Abstract Signal-transducing adaptor protein-2 (STAP-2) is an adaptor molecule involved in several cellular signaling cascades. Here, we attempted to identify novel STAP-2 interacting molecules, and identified c-Cbl associated protein (CAP) as a binding protein through the C-terminal proline-rich region of STAP-2. Expression of STAP-2 increased the interaction between CAP and c-Cbl, suggesting that STAP-2 bridges these proteins and enhances complex formation. CAP/c-Cbl complex is known to regulate GLUT4 translocation in insulin signaling. STAP-2 overexpressed human hepatocyte Hep3B cells showed enhanced GLUT4 translocation after insulin treatment.

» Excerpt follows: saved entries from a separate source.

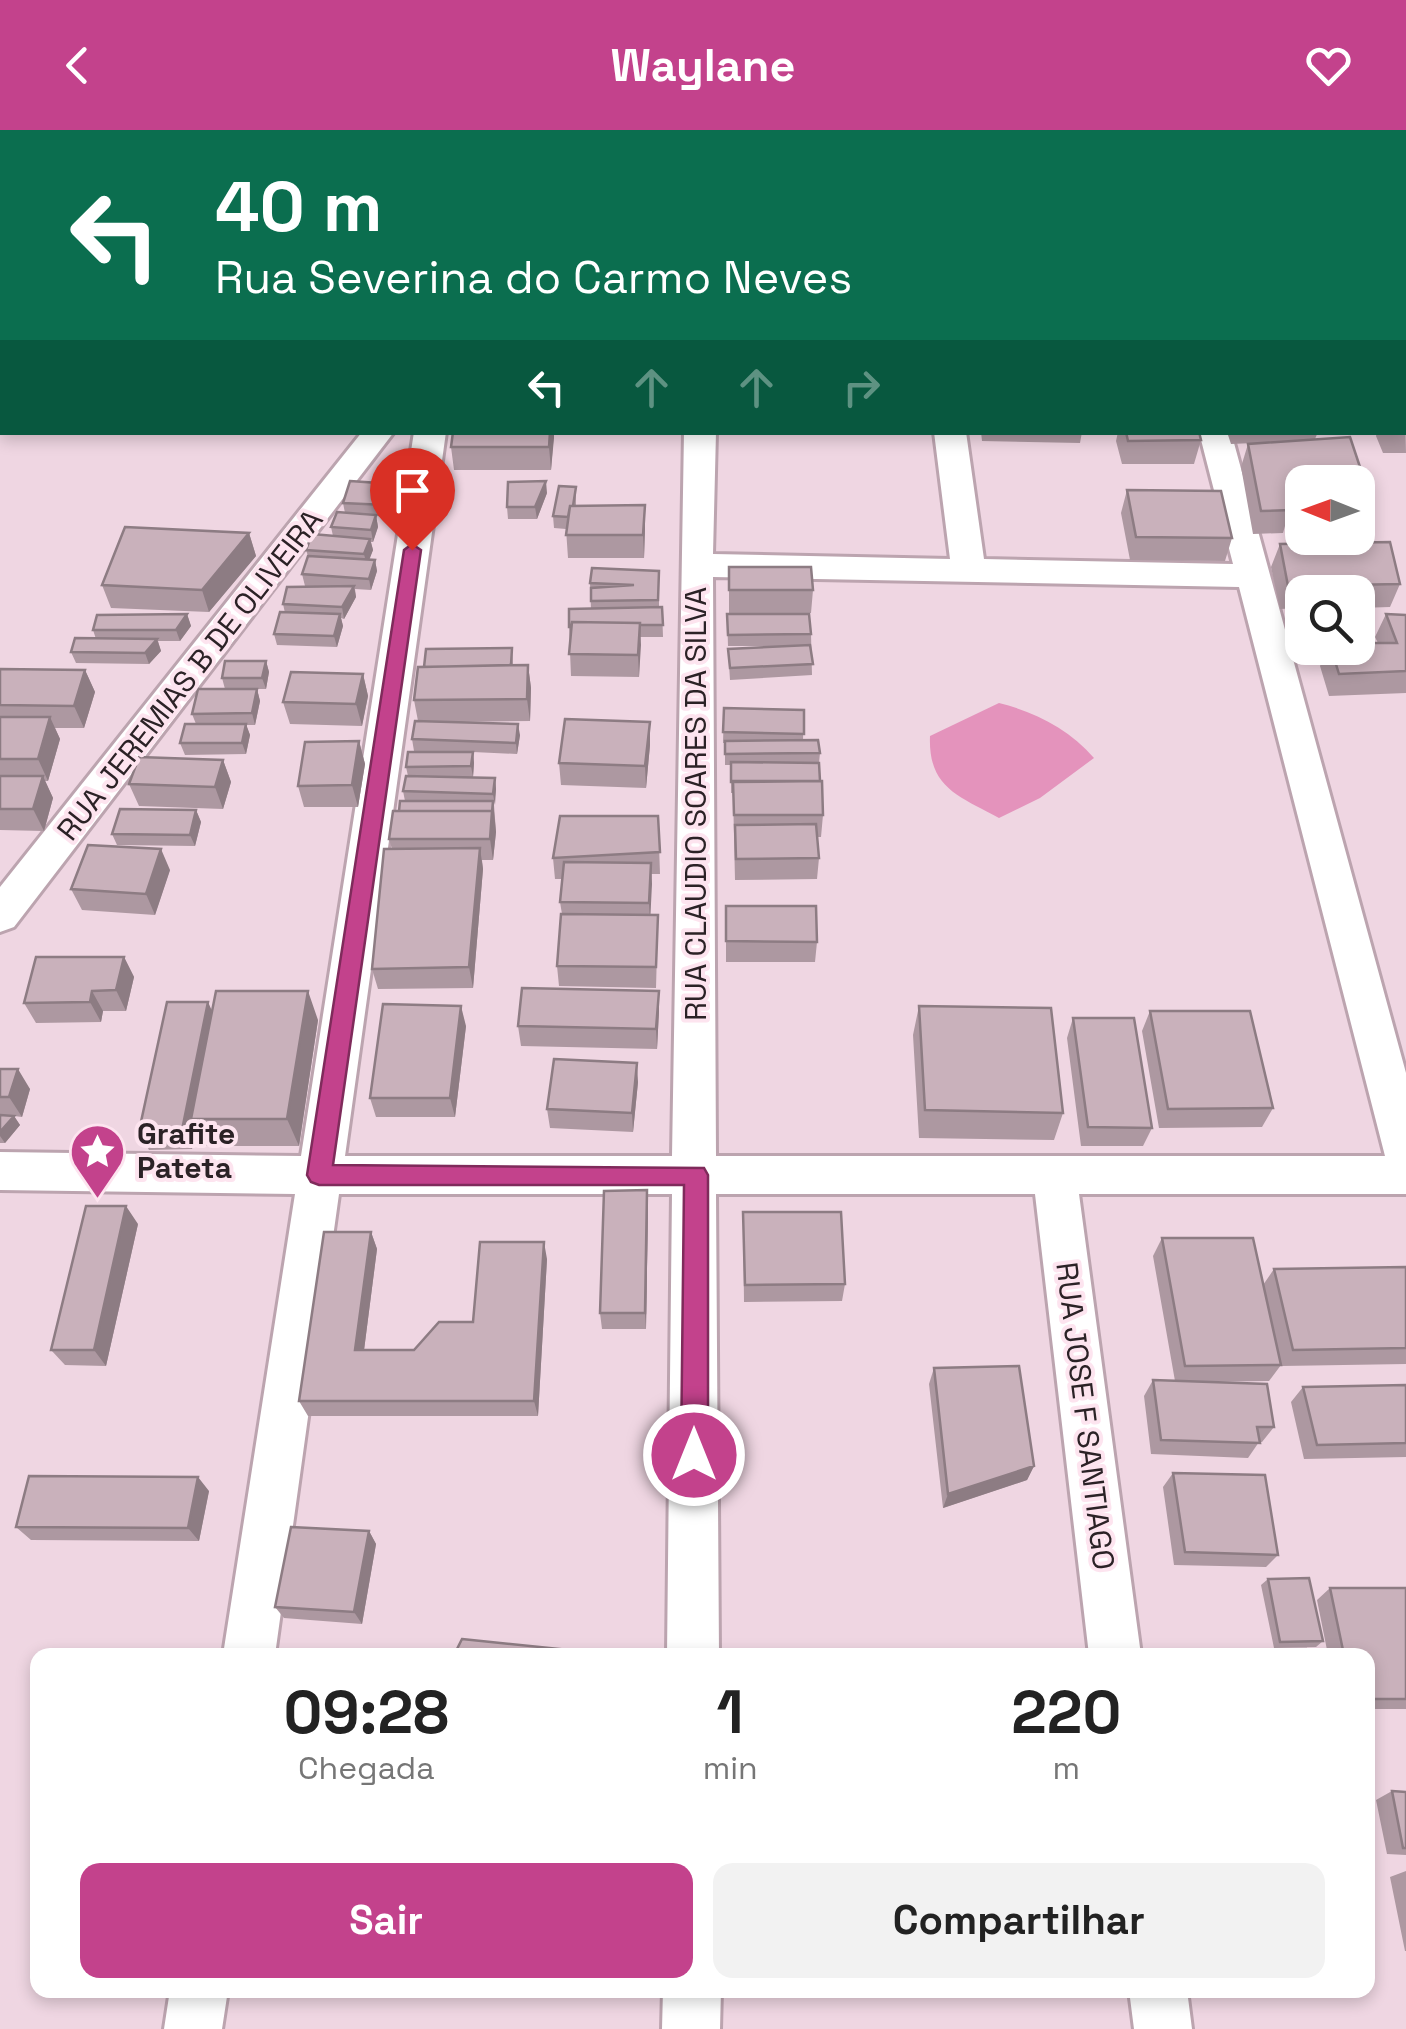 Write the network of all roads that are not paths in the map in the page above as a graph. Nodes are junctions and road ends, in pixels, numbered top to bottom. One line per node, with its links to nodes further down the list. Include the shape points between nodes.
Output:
1 (377, 435): 9 (street, RUA JEREMIAS B DE OLIVEIRA)
2 (430, 435): 13 (street)
3 (700, 435): 6 (street, RUA CLAUDIO SOARES DA SILVA)
4 (950, 435): 7 (street)
5 (1217, 435): 8 (street)
6 (696, 565): 7 (street); 14 (street, RUA CLAUDIO SOARES DA SILVA)
7 (968, 568): 8 (street)
8 (1251, 576): 10 (street)
9 (0, 916)
10 (1406, 1153)
11 (0, 1171): 13 (street)
12 (1406, 1174): 15 (street)
13 (319, 1175): 14 (street); 16 (street)
14 (696, 1175): 15 (street); 17 (street, RUA CLAUDIO SOARES DA SILVA)
15 (1054, 1177): 18 (street, RUA JOSE F SANTIAGO)
16 (249, 1648)
17 (694, 1648)
18 (1115, 1648)
19 (198, 1998): 22 (street)
20 (692, 1998): 23 (street)
21 (1159, 1998): 24 (street)
22 (193, 2029)
23 (691, 2029)
24 (1163, 2029) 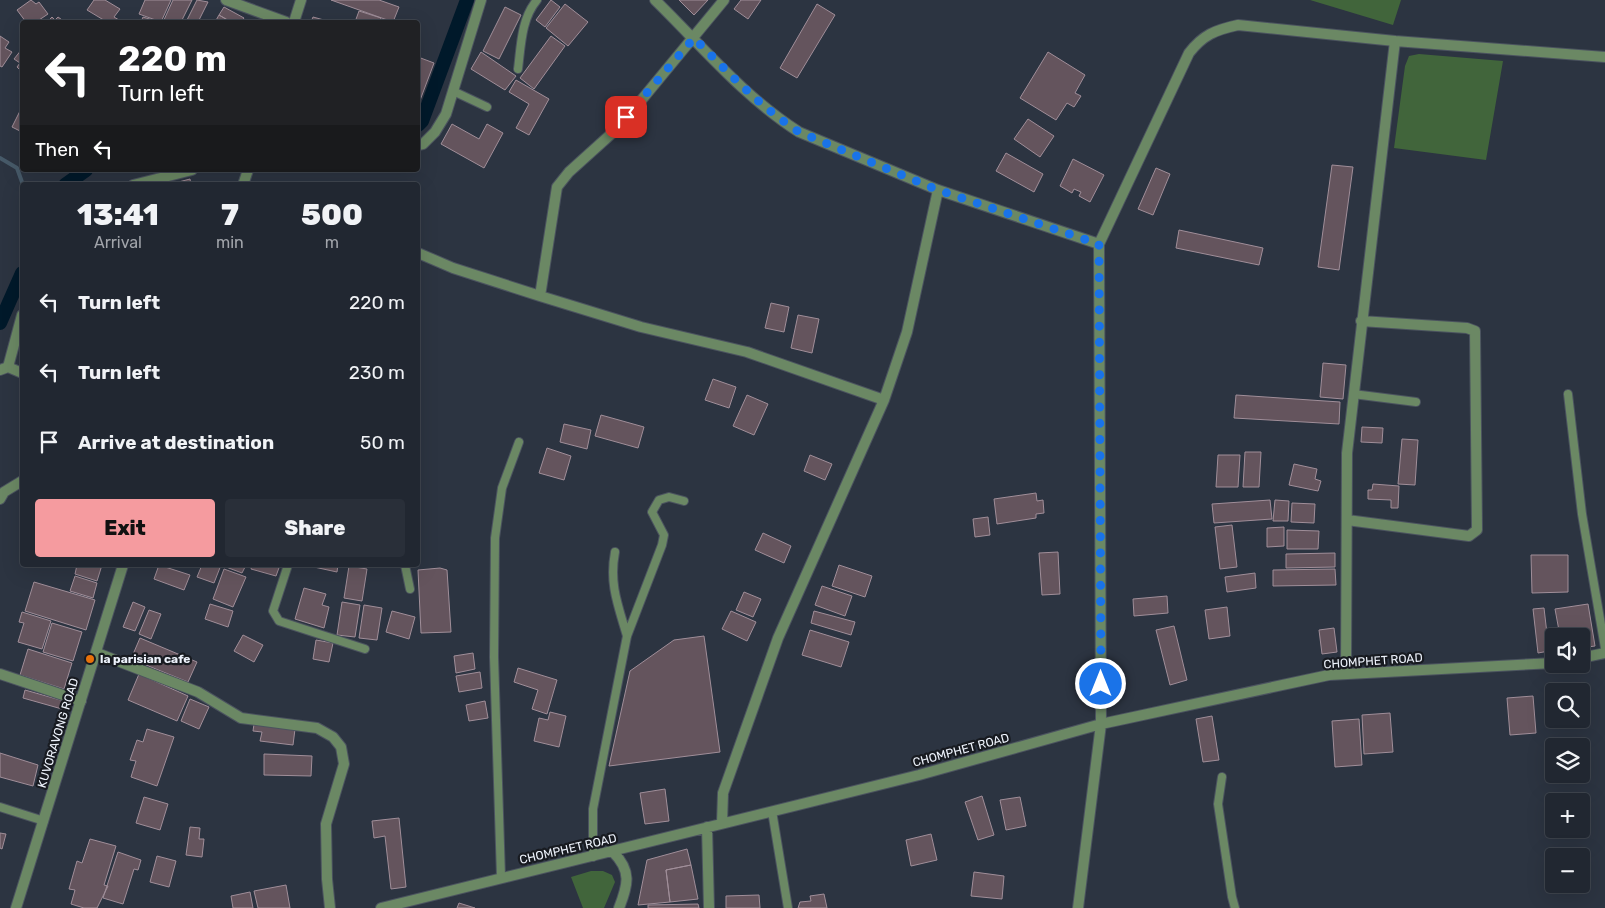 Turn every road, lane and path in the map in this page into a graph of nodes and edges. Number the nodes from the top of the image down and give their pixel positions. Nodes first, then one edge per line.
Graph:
1 (226, 0) edge
2 (301, 0) edge
3 (481, 0) edge
4 (537, 0) edge
5 (655, 0) edge
6 (724, 0) edge
7 (281, 20) edge
8 (295, 20) edge
9 (694, 38) junction
10 (1395, 41) junction
11 (1605, 57) edge
12 (518, 69) dead end
13 (453, 92) junction
14 (487, 107) dead end
15 (420, 145) edge
16 (184, 172) edge
17 (145, 182) edge
18 (938, 190) junction
19 (1099, 244) junction
20 (420, 254) edge
21 (540, 296) junction
22 (20, 321) edge
23 (1361, 321) junction
24 (4, 369) edge
25 (20, 373) edge
26 (1353, 394) junction
27 (1568, 394) dead end
28 (884, 400) junction
29 (1416, 402) dead end
30 (519, 442) dead end
31 (20, 482) edge
32 (1, 494) edge
33 (684, 501) dead end
34 (1347, 520) junction
35 (616, 552) dead end
36 (122, 567) edge
37 (287, 567) edge
38 (405, 567) edge
39 (410, 588) dead end
40 (627, 636) junction
41 (1605, 648) edge
42 (365, 649) dead end
43 (97, 652) junction
44 (1605, 653) edge
45 (1590, 656) edge
46 (1545, 663) edge
47 (1346, 673) junction
48 (0, 674) edge
49 (81, 701) junction
50 (1101, 724) junction
51 (1222, 777) dead end
52 (0, 807) edge
53 (772, 811) junction
54 (44, 821) junction
55 (722, 823) junction
56 (707, 827) junction
57 (613, 852) junction
58 (593, 857) junction
59 (501, 878) junction
60 (398, 906) edge
61 (16, 908) edge
62 (330, 908) edge
63 (381, 908) edge
64 (619, 908) edge
65 (709, 908) edge
66 (788, 908) edge
67 (1078, 908) edge
68 (1235, 908) edge

1 - 7 street
2 - 8 street
3 - 13 street
4 - 12 lane
5 - 9 street
6 - 9 street
9 - 18 street
9 - 21 street
10 - 11 street
10 - 19 street
10 - 23 street
13 - 14 lane
13 - 15 street
16 - 17 street
18 - 19 street
18 - 28 street
19 - 50 street
20 - 21 street
21 - 28 street
22 - 24 street
23 - 26 street
23 - 34 street
24 - 25 street
26 - 29 lane
26 - 34 street
27 - 41 lane
28 - 55 street
30 - 59 lane
31 - 32 street
33 - 40 lane
34 - 47 street
35 - 40 lane
36 - 43 street, KUVORAVONG ROAD
37 - 42 lane
38 - 39 lane
40 - 58 lane
43 - 49 street, KUVORAVONG ROAD
43 - 62 street
44 - 45 street
46 - 47 street, CHOMPHET ROAD
47 - 50 street, CHOMPHET ROAD
48 - 49 street
49 - 54 street, KUVORAVONG ROAD
50 - 53 street, CHOMPHET ROAD
50 - 67 street
51 - 68 lane
52 - 54 lane
53 - 55 street, CHOMPHET ROAD
53 - 66 lane
54 - 61 street, KUVORAVONG ROAD
55 - 56 street, CHOMPHET ROAD
56 - 57 street, CHOMPHET ROAD
56 - 65 street
57 - 58 street, CHOMPHET ROAD
57 - 64 street
58 - 59 street, CHOMPHET ROAD
59 - 60 street, CHOMPHET ROAD
60 - 63 street, CHOMPHET ROAD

Elevated levels of Stap2 mRNA have been observed in 3T3-L1 cells and mouse embryonic fibroblasts (MEFs) during adipocyte differentiation. The differentiation of 3T3-L1 cells into adipocytes was highly promoted by retroviral overexpression of STAP-2. In contrast, STAP-2 knockout (KO) MEFs exhibited suppressed adipogenesis. The increase in body weight with high-fat diet feeding was significantly decreased in STAP-2 KO mice compared to WT animals. These data suggest that the expression of STAP-2 correlates with adipogenesis. Thus, STAP-2 is a novel regulatory molecule that controls insulin signal transduction by forming a c-Cbl/STAP-2/CAP ternary complex.